__Task statement__.
Look through the records below and state how many lines carry the string "graph", adding nothing.

···

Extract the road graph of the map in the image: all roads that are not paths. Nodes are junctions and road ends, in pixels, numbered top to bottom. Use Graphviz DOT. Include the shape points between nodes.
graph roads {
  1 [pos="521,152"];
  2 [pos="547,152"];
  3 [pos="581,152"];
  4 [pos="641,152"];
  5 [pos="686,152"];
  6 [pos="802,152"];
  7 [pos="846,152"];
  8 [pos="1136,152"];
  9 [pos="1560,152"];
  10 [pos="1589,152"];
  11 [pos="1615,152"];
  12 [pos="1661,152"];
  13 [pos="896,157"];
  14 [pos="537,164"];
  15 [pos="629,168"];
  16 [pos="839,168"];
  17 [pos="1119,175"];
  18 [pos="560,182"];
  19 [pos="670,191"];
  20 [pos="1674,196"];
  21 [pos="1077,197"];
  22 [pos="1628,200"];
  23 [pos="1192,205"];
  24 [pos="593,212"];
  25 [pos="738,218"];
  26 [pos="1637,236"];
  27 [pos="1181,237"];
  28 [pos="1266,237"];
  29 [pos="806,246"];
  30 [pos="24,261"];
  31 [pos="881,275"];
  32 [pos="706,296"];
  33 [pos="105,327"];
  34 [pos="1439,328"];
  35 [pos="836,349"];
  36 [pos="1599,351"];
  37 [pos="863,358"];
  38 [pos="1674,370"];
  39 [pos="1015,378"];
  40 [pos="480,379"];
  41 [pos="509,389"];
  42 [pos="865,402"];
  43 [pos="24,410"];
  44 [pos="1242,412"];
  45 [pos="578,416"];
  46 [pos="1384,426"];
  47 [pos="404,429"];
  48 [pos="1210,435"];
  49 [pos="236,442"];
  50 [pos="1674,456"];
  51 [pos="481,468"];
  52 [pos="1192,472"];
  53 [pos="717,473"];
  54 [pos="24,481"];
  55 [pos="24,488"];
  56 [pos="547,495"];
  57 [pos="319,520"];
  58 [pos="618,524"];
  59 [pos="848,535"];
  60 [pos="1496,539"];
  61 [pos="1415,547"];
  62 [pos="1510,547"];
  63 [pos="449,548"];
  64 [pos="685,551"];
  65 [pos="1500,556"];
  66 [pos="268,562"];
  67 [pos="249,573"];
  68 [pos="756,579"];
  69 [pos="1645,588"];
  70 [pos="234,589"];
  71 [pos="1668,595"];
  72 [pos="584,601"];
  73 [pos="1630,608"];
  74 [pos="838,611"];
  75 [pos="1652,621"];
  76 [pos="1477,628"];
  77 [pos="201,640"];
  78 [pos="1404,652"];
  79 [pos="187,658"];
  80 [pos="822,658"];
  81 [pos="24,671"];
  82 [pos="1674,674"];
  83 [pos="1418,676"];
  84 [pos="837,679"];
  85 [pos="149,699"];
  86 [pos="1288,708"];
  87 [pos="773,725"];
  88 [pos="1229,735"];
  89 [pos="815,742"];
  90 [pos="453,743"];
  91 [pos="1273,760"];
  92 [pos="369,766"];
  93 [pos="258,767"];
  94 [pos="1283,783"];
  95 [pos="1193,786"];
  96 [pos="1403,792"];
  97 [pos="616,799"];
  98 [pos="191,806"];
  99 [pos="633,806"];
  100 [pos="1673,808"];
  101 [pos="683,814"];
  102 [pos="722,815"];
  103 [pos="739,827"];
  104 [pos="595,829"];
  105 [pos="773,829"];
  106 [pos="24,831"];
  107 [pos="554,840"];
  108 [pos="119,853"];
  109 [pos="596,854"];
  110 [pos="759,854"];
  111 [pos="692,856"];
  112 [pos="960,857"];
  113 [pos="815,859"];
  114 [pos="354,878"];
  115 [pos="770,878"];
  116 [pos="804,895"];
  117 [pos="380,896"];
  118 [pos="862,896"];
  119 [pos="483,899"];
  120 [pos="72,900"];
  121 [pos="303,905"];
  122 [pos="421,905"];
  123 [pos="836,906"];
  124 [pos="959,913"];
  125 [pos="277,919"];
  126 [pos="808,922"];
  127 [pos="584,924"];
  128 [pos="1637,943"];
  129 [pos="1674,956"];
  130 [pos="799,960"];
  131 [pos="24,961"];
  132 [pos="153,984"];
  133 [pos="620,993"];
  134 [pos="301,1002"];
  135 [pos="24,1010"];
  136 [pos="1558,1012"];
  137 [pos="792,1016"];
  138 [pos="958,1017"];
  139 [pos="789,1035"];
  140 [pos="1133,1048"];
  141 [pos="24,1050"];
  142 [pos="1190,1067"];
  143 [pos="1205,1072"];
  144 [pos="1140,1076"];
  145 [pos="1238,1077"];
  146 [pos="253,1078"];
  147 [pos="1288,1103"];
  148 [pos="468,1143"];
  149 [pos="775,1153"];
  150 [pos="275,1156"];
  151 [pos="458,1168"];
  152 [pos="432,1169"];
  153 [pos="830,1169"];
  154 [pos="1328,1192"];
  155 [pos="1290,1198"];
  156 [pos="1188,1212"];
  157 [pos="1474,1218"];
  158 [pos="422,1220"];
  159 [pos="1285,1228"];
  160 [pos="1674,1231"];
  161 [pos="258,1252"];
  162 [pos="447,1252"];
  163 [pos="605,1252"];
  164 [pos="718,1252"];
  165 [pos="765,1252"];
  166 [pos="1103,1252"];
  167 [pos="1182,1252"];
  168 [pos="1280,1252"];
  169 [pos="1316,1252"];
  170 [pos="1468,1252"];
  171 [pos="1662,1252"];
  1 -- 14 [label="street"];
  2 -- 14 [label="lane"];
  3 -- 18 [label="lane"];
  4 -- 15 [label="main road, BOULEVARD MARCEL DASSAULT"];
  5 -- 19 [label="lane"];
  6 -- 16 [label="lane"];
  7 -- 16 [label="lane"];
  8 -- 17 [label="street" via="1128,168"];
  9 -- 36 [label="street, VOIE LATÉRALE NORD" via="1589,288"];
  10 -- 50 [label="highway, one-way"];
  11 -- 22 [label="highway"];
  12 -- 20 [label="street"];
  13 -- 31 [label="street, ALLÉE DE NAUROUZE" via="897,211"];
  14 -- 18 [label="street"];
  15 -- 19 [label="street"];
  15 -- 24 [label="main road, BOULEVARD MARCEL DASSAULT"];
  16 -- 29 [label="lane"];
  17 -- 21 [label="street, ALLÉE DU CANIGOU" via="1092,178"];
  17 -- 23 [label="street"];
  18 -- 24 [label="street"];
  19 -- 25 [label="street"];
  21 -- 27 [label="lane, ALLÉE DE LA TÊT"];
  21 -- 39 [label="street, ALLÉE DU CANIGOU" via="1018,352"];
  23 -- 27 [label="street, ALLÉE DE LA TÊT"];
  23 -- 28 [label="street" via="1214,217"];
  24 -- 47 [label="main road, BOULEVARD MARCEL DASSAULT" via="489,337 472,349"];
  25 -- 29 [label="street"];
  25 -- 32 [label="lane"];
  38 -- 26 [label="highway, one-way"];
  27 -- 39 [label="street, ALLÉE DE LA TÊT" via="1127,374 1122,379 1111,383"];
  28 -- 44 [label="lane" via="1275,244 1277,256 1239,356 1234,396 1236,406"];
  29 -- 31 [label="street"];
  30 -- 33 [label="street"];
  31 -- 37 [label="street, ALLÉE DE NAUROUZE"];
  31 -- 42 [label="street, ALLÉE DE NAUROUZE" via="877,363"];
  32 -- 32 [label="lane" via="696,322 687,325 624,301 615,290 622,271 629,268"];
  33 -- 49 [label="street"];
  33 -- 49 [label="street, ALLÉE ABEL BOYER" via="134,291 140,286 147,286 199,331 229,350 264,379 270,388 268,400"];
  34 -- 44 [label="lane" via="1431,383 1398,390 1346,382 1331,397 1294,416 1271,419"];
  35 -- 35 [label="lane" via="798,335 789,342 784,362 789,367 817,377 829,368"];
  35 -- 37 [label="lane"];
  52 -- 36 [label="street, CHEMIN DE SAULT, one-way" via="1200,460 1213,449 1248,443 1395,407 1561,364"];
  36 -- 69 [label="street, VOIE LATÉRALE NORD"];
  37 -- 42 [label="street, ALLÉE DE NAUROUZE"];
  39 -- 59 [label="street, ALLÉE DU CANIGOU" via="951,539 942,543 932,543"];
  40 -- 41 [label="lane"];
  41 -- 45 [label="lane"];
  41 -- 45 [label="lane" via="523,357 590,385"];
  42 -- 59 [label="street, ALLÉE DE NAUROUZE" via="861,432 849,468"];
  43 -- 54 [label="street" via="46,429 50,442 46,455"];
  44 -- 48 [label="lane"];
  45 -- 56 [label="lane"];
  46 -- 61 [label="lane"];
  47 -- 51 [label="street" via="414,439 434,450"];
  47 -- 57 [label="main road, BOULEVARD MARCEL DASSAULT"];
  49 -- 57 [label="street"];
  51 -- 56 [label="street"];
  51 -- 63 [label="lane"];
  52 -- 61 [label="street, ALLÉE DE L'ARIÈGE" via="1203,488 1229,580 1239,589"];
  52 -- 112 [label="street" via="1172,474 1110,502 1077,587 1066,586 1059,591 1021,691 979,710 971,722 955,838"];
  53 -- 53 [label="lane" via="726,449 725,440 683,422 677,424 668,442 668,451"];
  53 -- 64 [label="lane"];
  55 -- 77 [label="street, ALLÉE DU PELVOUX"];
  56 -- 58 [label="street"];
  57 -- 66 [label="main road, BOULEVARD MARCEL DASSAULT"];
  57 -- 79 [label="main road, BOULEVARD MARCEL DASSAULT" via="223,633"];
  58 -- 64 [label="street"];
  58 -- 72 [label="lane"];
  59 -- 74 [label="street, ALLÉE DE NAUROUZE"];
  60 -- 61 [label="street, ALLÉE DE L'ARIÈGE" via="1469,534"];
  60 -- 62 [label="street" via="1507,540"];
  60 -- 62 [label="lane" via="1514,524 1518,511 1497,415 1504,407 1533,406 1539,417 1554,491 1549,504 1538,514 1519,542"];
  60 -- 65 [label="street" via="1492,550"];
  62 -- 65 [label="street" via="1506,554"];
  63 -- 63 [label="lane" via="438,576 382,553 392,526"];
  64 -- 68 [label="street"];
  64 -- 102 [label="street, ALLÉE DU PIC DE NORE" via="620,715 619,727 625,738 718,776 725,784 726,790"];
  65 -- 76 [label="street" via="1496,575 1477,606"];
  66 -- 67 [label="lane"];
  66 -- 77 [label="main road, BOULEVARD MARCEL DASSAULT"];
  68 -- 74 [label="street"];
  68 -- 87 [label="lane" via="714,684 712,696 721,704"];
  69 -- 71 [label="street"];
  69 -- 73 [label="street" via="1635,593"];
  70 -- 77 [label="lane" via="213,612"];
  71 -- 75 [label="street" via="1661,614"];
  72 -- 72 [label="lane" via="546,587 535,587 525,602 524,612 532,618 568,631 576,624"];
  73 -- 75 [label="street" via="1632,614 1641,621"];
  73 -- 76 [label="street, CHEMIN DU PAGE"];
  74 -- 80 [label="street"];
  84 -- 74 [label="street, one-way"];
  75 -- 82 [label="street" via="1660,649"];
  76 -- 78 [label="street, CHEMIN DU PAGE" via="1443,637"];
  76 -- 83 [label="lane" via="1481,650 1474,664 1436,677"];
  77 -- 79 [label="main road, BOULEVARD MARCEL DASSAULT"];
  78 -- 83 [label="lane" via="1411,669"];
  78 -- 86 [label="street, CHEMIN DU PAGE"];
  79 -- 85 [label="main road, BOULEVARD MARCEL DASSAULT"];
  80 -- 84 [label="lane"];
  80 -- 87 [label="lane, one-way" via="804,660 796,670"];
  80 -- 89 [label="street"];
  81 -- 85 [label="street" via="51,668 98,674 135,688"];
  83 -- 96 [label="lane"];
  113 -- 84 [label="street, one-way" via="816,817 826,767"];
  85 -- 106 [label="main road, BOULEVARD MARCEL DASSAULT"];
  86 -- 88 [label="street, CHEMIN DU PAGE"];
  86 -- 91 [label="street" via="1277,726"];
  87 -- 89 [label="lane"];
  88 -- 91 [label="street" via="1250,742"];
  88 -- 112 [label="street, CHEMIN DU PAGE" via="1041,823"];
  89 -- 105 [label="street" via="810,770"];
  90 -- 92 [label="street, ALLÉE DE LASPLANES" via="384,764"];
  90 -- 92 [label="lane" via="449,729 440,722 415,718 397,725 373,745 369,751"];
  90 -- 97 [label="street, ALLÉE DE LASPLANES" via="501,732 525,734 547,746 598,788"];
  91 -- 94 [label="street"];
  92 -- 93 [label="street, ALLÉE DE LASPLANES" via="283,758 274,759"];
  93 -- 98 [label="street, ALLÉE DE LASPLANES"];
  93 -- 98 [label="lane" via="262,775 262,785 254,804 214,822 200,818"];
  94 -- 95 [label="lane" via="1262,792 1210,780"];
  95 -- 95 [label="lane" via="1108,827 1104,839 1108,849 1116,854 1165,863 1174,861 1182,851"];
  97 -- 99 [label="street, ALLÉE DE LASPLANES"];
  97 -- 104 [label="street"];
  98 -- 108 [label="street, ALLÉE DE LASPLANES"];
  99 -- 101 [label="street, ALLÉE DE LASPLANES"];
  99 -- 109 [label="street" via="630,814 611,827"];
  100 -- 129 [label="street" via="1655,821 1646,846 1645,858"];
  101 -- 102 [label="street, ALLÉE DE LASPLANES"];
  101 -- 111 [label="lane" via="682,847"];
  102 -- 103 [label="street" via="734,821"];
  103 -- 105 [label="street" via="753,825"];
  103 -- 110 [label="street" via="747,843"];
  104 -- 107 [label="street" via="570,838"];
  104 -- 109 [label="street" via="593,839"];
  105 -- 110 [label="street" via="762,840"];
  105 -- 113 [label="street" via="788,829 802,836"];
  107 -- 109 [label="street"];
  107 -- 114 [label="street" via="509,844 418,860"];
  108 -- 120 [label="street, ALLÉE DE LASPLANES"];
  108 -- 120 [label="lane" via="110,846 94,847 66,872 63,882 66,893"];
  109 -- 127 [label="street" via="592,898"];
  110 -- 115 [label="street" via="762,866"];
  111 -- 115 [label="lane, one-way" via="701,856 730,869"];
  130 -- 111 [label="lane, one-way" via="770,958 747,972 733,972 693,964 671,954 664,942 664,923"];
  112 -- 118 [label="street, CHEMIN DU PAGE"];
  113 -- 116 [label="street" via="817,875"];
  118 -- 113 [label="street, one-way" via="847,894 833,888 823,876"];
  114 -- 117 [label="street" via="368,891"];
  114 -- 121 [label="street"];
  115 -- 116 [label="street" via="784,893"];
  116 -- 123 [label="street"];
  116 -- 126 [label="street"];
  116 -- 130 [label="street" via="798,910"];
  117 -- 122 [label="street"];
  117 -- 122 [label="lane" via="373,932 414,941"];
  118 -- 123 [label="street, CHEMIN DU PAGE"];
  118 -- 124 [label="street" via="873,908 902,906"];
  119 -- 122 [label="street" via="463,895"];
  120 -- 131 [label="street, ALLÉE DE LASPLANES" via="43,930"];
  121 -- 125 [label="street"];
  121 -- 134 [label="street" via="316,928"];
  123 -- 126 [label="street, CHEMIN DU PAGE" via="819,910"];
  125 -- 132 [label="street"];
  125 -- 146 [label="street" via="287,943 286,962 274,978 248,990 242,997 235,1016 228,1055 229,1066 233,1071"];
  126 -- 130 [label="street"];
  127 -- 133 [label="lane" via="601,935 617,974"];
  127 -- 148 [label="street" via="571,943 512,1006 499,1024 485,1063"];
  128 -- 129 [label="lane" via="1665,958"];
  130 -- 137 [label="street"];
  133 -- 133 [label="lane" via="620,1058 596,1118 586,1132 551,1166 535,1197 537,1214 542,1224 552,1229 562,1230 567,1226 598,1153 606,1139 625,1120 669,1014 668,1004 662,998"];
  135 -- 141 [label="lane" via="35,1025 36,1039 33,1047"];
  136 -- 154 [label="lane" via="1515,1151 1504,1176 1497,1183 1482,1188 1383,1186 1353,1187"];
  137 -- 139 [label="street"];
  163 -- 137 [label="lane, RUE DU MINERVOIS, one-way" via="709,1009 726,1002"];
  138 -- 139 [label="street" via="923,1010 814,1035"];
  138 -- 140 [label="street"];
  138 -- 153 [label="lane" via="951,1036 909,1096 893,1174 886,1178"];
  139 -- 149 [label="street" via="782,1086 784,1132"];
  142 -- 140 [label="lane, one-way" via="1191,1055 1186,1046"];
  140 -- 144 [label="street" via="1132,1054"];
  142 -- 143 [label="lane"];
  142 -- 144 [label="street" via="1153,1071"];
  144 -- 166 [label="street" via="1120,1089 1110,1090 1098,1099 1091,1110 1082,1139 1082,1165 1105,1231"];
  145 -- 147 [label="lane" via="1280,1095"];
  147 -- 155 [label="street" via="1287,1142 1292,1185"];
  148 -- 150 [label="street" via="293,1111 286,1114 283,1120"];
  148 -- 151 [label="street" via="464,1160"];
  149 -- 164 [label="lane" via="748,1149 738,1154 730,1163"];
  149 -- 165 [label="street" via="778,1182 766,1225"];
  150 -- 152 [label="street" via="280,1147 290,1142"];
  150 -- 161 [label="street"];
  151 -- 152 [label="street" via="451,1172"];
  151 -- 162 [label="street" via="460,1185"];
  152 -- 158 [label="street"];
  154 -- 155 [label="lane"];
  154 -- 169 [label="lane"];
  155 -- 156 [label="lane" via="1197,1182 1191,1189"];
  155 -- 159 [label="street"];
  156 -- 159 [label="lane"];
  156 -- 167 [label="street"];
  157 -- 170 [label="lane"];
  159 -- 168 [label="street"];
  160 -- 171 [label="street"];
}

···

__Output of the exercise__.
2